* **Task description**
Your answer should consist of all lines in the listing that hold the word "dead".

* **Data shown**
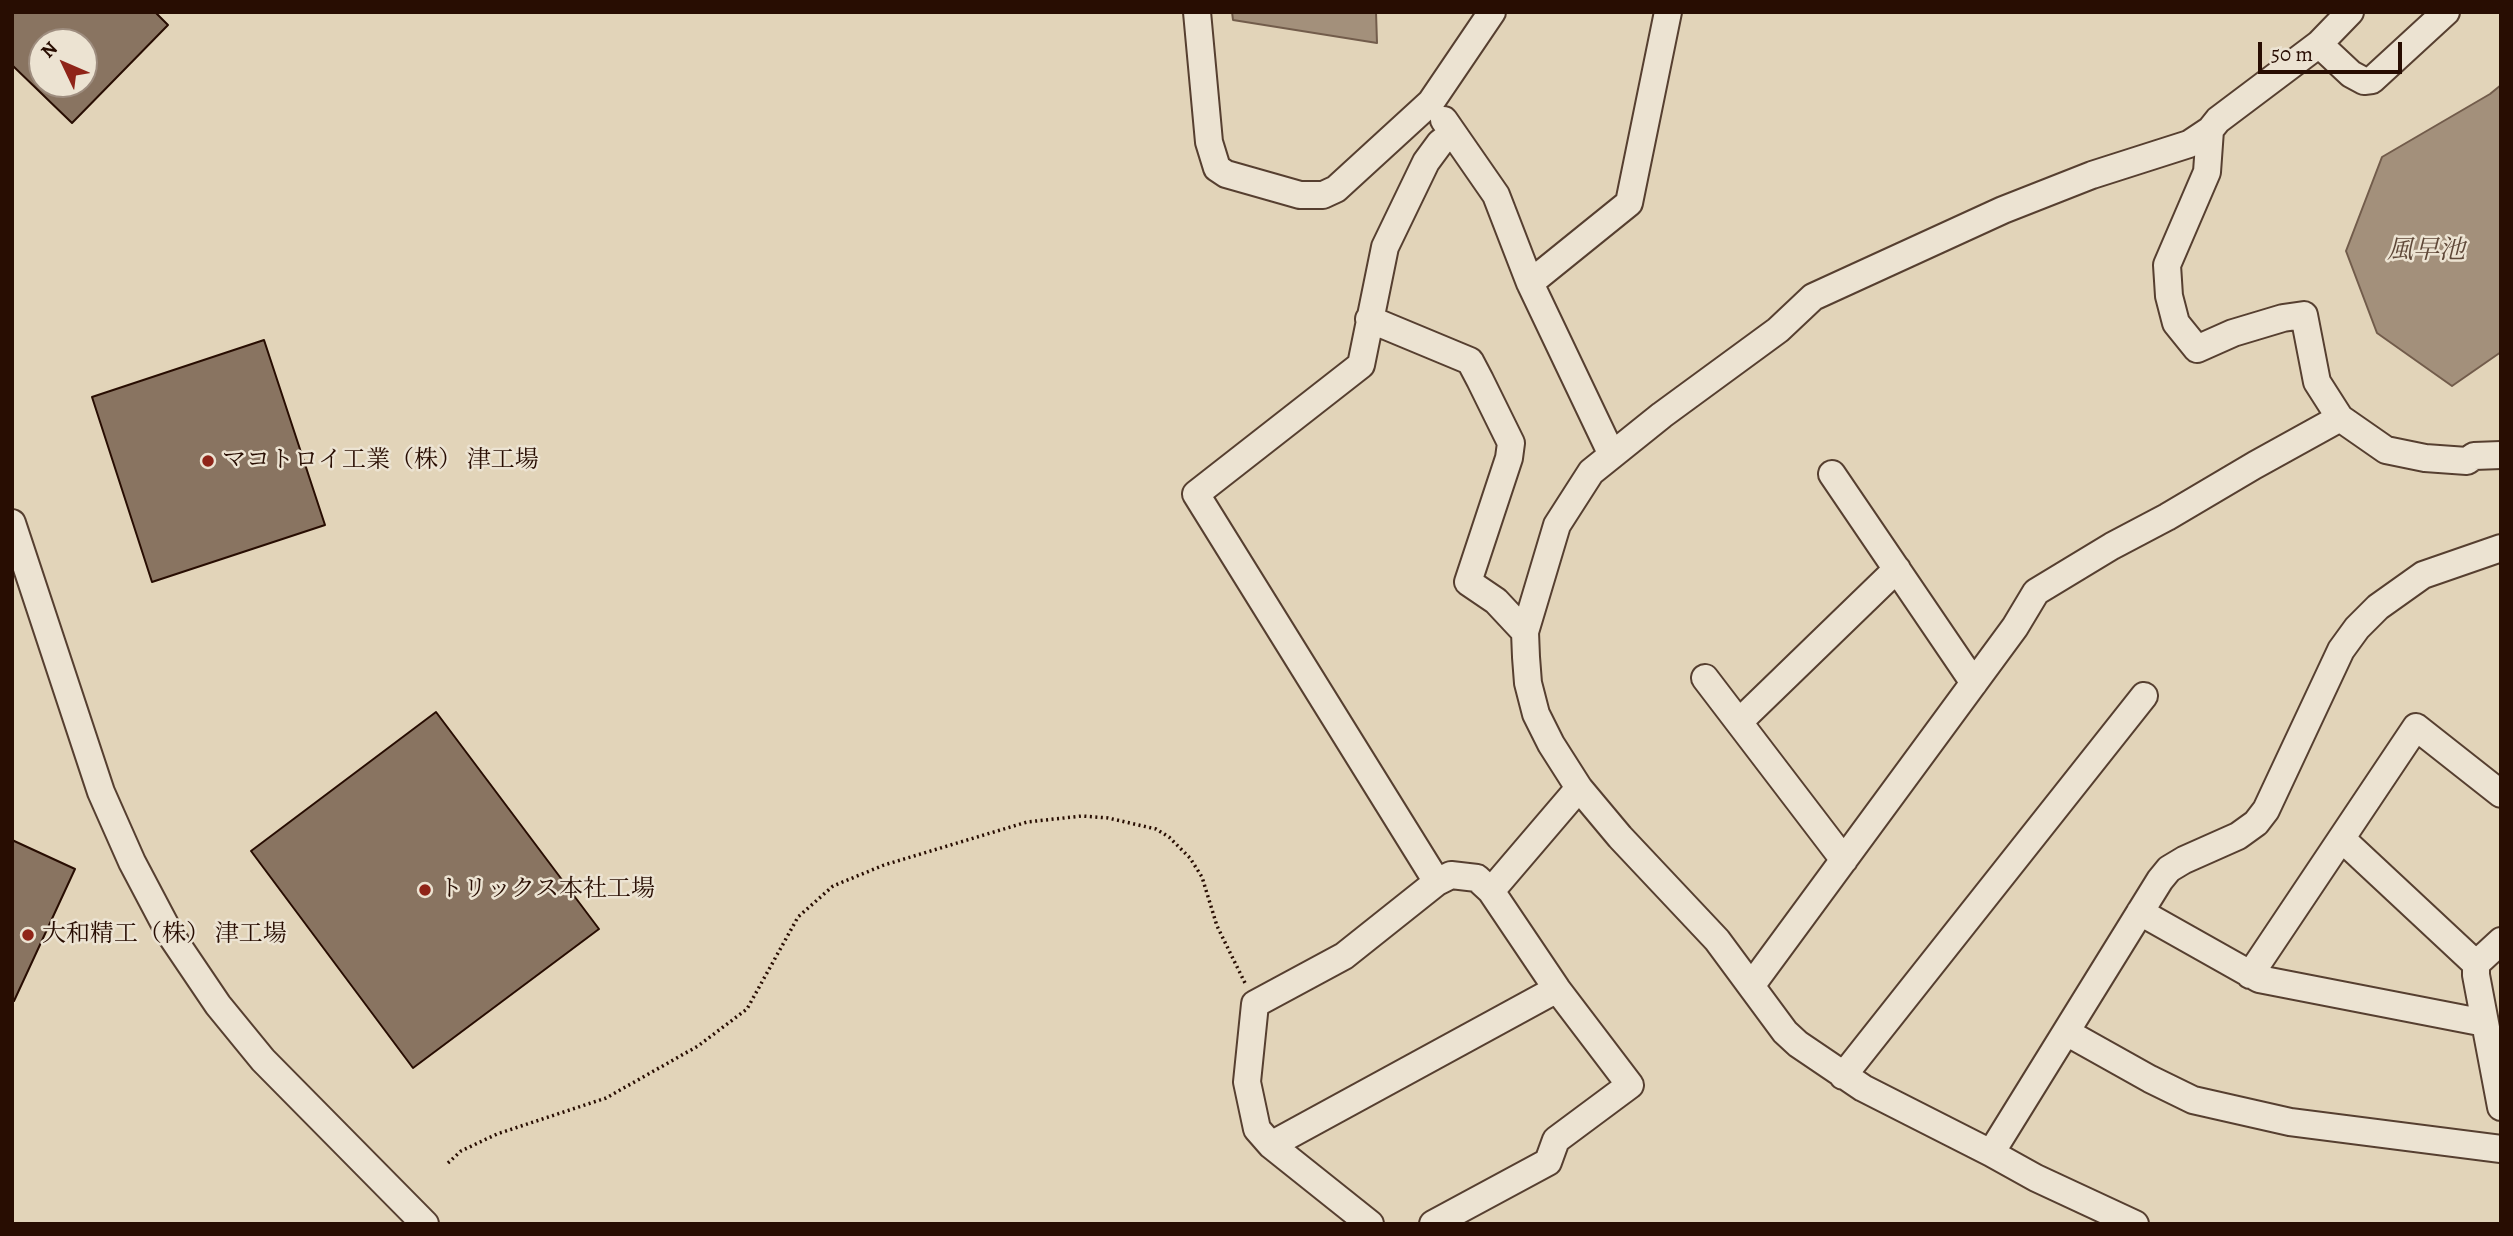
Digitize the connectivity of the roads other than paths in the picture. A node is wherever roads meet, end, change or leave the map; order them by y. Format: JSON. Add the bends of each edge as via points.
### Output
{"nodes":[{"id":1,"x":1197,"y":12,"type":"edge"},
{"id":2,"x":1492,"y":12,"type":"edge"},
{"id":3,"x":1668,"y":12,"type":"edge"},
{"id":4,"x":2350,"y":12,"type":"edge"},
{"id":5,"x":2446,"y":12,"type":"edge"},
{"id":6,"x":2319,"y":44,"type":"junction"},
{"id":7,"x":1431,"y":102,"type":"junction"},
{"id":8,"x":2210,"y":130,"type":"junction"},
{"id":9,"x":1453,"y":133,"type":"junction"},
{"id":10,"x":1530,"y":283,"type":"junction"},
{"id":11,"x":1369,"y":319,"type":"junction"},
{"id":12,"x":2340,"y":418,"type":"junction"},
{"id":13,"x":1612,"y":455,"type":"junction"},
{"id":14,"x":2501,"y":455,"type":"edge"},
{"id":15,"x":1832,"y":474,"type":"dead end"},
{"id":16,"x":12,"y":523,"type":"edge"},
{"id":17,"x":2501,"y":548,"type":"edge"},
{"id":18,"x":1897,"y":569,"type":"junction"},
{"id":19,"x":1525,"y":632,"type":"junction"},
{"id":20,"x":1705,"y":678,"type":"dead end"},
{"id":21,"x":1974,"y":683,"type":"junction"},
{"id":22,"x":2144,"y":696,"type":"dead end"},
{"id":23,"x":1739,"y":722,"type":"junction"},
{"id":24,"x":1579,"y":788,"type":"junction"},
{"id":25,"x":2501,"y":794,"type":"edge"},
{"id":26,"x":2342,"y":839,"type":"junction"},
{"id":27,"x":1844,"y":860,"type":"junction"},
{"id":28,"x":1437,"y":881,"type":"junction"},
{"id":29,"x":1491,"y":891,"type":"junction"},
{"id":30,"x":2140,"y":912,"type":"junction"},
{"id":31,"x":2501,"y":941,"type":"edge"},
{"id":32,"x":2476,"y":964,"type":"junction"},
{"id":33,"x":2250,"y":975,"type":"junction"},
{"id":34,"x":1751,"y":986,"type":"junction"},
{"id":35,"x":1557,"y":989,"type":"junction"},
{"id":36,"x":2485,"y":1023,"type":"junction"},
{"id":37,"x":2066,"y":1032,"type":"junction"},
{"id":38,"x":1843,"y":1076,"type":"junction"},
{"id":39,"x":2501,"y":1107,"type":"edge"},
{"id":40,"x":1271,"y":1145,"type":"junction"},
{"id":41,"x":2501,"y":1149,"type":"edge"},
{"id":42,"x":1991,"y":1153,"type":"junction"},
{"id":43,"x":425,"y":1224,"type":"edge"},
{"id":44,"x":1370,"y":1224,"type":"edge"},
{"id":45,"x":1433,"y":1224,"type":"edge"},
{"id":46,"x":2135,"y":1224,"type":"edge"}],
"edges":[{"from":1,"to":7,"type":"street","via":[[1209,142],[1217,168],[1226,174],[1300,195],[1323,195]]},
{"from":2,"to":7,"type":"street"},
{"from":3,"to":10,"type":"street","via":[[1629,203]]},
{"from":4,"to":6,"type":"street"},
{"from":5,"to":6,"type":"street","via":[[2372,80],[2351,74]]},
{"from":6,"to":8,"type":"street"},
{"from":7,"to":9,"type":"street"},
{"from":8,"to":12,"type":"street","via":[[2207,172],[2167,265],[2176,323],[2197,349],[2234,333],[2304,315],[2317,383]]},
{"from":8,"to":13,"type":"street","via":[[2189,144],[2003,210],[1813,297],[1778,330]]},
{"from":9,"to":10,"type":"street","via":[[1496,195]]},
{"from":9,"to":11,"type":"street","via":[[1426,162],[1385,247]]},
{"from":10,"to":13,"type":"street"},
{"from":11,"to":19,"type":"street","via":[[1470,361],[1480,380],[1511,443],[1468,582],[1496,601]]},
{"from":11,"to":28,"type":"street","via":[[1361,365],[1196,494]]},
{"from":12,"to":14,"type":"street","via":[[2386,450],[2467,460]]},
{"from":12,"to":21,"type":"street","via":[[2036,592]]},
{"from":13,"to":19,"type":"street","via":[[1591,472],[1557,525]]},
{"from":15,"to":18,"type":"street"},
{"from":16,"to":43,"type":"street","via":[[101,792],[170,934],[218,1005],[263,1060]]},
{"from":17,"to":30,"type":"street","via":[[2423,575],[2357,628],[2341,650],[2266,810],[2238,836],[2169,869]]},
{"from":18,"to":21,"type":"street"},
{"from":18,"to":23,"type":"street"},
{"from":19,"to":24,"type":"street","via":[[1528,683],[1536,714]]},
{"from":20,"to":23,"type":"street"},
{"from":21,"to":27,"type":"street"},
{"from":22,"to":38,"type":"street"},
{"from":23,"to":27,"type":"street"},
{"from":24,"to":29,"type":"street"},
{"from":24,"to":34,"type":"street","via":[[1717,940]]},
{"from":25,"to":26,"type":"street","via":[[2416,727]]},
{"from":26,"to":32,"type":"street"},
{"from":26,"to":33,"type":"street"},
{"from":27,"to":34,"type":"street"},
{"from":28,"to":29,"type":"street","via":[[1451,875],[1478,877]]},
{"from":28,"to":40,"type":"street","via":[[1345,956],[1255,1004],[1247,1082],[1256,1129]]},
{"from":29,"to":35,"type":"street"},
{"from":30,"to":33,"type":"street"},
{"from":30,"to":37,"type":"street"},
{"from":31,"to":32,"type":"street"},
{"from":32,"to":36,"type":"street"},
{"from":33,"to":36,"type":"street"},
{"from":34,"to":38,"type":"street","via":[[1785,1032]]},
{"from":35,"to":40,"type":"street"},
{"from":35,"to":45,"type":"street","via":[[1630,1085],[1556,1140],[1548,1162]]},
{"from":36,"to":39,"type":"street"},
{"from":37,"to":41,"type":"street","via":[[2193,1100],[2290,1122]]},
{"from":37,"to":42,"type":"street"},
{"from":38,"to":42,"type":"street"},
{"from":40,"to":44,"type":"street"},
{"from":42,"to":46,"type":"street"}]}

* **Answer area**
{"id":15,"x":1832,"y":474,"type":"dead end"},
{"id":20,"x":1705,"y":678,"type":"dead end"},
{"id":22,"x":2144,"y":696,"type":"dead end"},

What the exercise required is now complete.